Quick look at Kanban Made Simple

Crimping Machine KanbanI've been growing interested in how to use Kanban in the context of knowledge work and projects, so I took a quick scan through Kanban Made Simple by John M. Gross and Kenneth R. McInnis.  This book is focused on shop floor Kanban systems, but I did learn a few things that are probably nothing new to people more well-versed in Lean.

Some of the items that are helpful to me.  Given my history, I obviously compare what I learn here to what I already know from my Theory of Constraints knowledge.

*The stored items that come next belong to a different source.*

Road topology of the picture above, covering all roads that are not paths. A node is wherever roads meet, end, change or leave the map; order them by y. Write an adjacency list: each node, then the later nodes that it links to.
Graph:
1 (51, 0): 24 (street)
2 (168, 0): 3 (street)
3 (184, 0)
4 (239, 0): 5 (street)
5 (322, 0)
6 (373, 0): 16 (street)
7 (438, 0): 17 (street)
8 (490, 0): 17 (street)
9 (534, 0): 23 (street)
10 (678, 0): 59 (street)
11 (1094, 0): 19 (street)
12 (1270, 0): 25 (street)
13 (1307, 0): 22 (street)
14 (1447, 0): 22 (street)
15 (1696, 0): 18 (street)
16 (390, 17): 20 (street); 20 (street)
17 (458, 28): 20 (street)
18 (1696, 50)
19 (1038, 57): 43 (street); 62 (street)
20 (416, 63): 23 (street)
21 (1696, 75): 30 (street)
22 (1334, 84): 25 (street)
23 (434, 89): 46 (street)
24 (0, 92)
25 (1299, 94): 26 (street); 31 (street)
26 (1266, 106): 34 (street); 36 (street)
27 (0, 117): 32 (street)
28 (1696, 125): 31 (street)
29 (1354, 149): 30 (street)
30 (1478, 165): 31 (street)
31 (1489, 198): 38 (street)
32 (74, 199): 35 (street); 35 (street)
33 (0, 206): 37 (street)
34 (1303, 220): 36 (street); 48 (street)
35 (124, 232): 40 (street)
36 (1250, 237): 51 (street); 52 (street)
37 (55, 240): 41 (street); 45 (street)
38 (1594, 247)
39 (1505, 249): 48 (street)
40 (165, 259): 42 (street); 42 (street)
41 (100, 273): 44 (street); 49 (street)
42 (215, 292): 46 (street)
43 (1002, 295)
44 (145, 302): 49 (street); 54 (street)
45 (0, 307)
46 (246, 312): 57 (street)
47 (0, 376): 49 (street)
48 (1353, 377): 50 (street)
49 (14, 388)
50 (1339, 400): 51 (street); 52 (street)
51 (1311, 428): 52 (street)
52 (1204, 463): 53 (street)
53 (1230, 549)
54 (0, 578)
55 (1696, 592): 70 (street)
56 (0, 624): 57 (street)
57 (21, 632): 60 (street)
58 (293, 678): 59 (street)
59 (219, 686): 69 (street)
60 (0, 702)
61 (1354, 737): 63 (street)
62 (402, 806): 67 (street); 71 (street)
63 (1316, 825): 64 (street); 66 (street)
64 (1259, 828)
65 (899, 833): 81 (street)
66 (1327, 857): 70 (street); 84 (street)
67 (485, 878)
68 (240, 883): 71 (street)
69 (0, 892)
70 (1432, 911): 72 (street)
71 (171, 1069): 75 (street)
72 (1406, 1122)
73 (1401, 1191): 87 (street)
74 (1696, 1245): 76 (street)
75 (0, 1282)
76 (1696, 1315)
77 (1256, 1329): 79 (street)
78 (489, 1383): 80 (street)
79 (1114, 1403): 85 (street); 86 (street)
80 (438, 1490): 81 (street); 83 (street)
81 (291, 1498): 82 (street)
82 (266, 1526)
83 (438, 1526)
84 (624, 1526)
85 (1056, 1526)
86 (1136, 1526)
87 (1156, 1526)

  • The most important thing is that Kanbans are intentionally visible to the people who are executing the orders.  This is what I'm most interested in: developing good mechanisms to make work visible to ones colleagues, whether that is at the personal level or for groups of people.
  • Kanban is an execution system: it provides guidance on what should be done now and what is coming.  A separate system must be in place to plan production.  In TOC, most of the solutions contain both the planning (the drum schedule; the project plan) and execution (buffer management) elements.
  • Initial Kanban sizing takes a number of factors into account, including a buffer concept.  However, the buffers here are material buffers, whereas buffers in TOC are time buffers in most situations.  This has an effect in the nuances of the execution, and I think the time buffers link to the planning activity.
  • Similar to TOC, there is a red / yellow / green signalling system to help people prioritize if there happen to be multiple jobs at the same location.
  • One of the key results of both Lean and TOC implementations is that there is less work in process (WIP).  The authors mention that Kanban is an important element of making this happen within manufacturing settings.  The Kanban system is an internal replenishment system, and as you shorten the replenishment times the WIP will drop.
  • Continuous improvement is achieved by monitoring the Kanban process and mechanism.  How often do are there stockouts or overstocks within the system?  Are people following the Kanbans?  etc. etc.  (The authors describe this as "auditing" the system.)  TOC also has a continuous improvement process, based around buffer management statistics.